CDIA members formed the first industry task force to address the issue in 1997. Since then, several programs have been adopted by the industry to specifically target the crime of ID fraud. Some of the more significant initiatives are:
  • Adopting a six-point program that includes a standardized three-step program for responding to victims, ensuring victims' files remain corrected after a reinvestigation by providing additional free disclosures of files during the next 90 days, assisting consumers in contacting their creditors regarding the crime and implementing procedures that help creditors better identify fraud alerts on credit reports;
  • Without additional reinvestigation procedures, deleting fraudulent items from appearing on the credit report when the consumer submits a police report notifying the credit reporting agency of crime; and,
  • Supporting educational efforts of groups like Call For Action and others as they provide consumer's and victims with materials on identity fraud prevention.

"We will continue to work with victims to ease their burdens, to partner with lenders to prevent additional identity fraud from occurring, and to support law enforcement's need for additional resources to properly investigate the crime and prosecute criminals," Pratt said. He noted that efforts appear to be working. One reflection of that is that the Federal Trade Commission's recent reports from their ID Theft Clearinghouse (1-1-877-ID-THEFT or 1-877-438-4338) indicate that more victims than ever are identifying the crime in a short period of time, which reduces the extent of the harm. He added that the national credit reporting companies report that more calls are now fielded from consumers wanting information on how to protect themselves from ID fraud than from those who are victims of the crime.
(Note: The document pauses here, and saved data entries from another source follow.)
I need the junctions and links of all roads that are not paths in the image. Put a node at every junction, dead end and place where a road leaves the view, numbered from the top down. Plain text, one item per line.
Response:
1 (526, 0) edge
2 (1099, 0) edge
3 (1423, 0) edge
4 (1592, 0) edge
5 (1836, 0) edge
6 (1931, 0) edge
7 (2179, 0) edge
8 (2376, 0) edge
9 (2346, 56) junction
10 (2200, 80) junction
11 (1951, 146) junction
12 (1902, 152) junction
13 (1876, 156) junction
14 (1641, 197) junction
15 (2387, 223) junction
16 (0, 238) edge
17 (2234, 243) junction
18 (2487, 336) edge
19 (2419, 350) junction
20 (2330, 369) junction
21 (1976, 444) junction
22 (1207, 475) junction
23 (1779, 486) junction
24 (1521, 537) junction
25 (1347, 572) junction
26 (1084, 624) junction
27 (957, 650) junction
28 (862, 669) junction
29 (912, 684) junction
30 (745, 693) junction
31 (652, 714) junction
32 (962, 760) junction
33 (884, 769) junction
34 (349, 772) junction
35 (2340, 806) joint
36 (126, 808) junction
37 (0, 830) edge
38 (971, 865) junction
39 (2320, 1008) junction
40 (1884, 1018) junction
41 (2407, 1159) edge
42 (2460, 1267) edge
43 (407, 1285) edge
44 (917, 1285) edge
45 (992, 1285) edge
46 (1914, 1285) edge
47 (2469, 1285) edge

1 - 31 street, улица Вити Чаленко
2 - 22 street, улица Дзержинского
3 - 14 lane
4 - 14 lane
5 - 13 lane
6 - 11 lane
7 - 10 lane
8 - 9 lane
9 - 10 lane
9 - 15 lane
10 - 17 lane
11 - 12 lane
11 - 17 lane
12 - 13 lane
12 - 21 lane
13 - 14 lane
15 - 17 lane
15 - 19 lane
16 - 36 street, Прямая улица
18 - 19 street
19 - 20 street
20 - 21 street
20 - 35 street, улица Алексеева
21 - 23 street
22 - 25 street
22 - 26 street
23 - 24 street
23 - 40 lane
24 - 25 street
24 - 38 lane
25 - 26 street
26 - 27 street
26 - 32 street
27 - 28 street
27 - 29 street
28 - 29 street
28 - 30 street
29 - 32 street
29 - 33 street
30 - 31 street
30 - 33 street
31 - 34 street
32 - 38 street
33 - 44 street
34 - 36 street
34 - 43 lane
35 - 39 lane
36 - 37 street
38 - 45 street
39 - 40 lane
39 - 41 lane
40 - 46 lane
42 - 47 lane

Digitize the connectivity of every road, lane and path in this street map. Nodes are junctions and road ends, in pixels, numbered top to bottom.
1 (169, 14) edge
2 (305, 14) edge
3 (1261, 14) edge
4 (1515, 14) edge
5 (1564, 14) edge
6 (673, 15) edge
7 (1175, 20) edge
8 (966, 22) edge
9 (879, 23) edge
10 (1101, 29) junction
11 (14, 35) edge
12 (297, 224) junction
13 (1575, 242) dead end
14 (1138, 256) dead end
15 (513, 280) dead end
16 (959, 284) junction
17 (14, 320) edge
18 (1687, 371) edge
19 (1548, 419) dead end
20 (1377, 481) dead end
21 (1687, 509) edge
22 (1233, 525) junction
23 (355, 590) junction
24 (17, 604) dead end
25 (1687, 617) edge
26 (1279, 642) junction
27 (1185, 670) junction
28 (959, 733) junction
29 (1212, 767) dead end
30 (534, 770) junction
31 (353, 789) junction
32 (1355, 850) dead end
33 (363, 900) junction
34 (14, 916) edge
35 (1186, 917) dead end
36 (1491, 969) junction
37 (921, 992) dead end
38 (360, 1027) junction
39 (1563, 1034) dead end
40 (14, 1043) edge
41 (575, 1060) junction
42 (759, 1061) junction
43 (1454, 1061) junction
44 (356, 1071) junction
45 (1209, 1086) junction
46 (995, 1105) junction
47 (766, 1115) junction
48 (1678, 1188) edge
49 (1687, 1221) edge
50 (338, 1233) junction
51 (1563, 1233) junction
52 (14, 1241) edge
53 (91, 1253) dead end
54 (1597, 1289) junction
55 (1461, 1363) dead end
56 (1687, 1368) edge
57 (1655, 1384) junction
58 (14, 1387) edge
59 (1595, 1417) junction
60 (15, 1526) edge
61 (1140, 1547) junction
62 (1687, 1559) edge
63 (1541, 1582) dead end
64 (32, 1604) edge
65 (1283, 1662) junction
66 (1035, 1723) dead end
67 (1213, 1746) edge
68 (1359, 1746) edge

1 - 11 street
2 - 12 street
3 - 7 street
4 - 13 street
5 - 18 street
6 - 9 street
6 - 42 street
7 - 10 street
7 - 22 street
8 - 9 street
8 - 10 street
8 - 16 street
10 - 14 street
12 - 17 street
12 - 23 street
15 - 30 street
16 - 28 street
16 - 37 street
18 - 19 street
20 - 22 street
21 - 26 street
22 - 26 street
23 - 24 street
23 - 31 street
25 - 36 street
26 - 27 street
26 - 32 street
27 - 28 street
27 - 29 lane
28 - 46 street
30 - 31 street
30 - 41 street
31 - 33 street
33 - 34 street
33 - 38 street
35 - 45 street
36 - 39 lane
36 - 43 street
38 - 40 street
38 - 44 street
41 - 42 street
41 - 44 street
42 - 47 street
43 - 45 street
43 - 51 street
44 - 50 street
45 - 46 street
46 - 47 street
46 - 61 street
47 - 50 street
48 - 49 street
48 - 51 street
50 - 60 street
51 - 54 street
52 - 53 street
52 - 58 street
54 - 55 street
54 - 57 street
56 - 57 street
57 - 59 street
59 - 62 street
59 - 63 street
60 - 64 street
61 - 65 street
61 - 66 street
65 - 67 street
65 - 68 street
The credit reporting companies' fraud assistance departments can be contacted at the following numbers. A single call to just one of these numbers is all that a victim needs to make:

 Equifax  888-766-0008
 Experian  888-397-3742
 TransUnion  800-680-7289


Founded in 1906, the Consumer Data Industry Association is the international trade association that represents more than 400 consumer data companies. CDIA members include the nation's leading institutions in credit reporting, mortgage reporting, check verification, fraud prevention, risk management, employment reporting, tenant screening and collection services.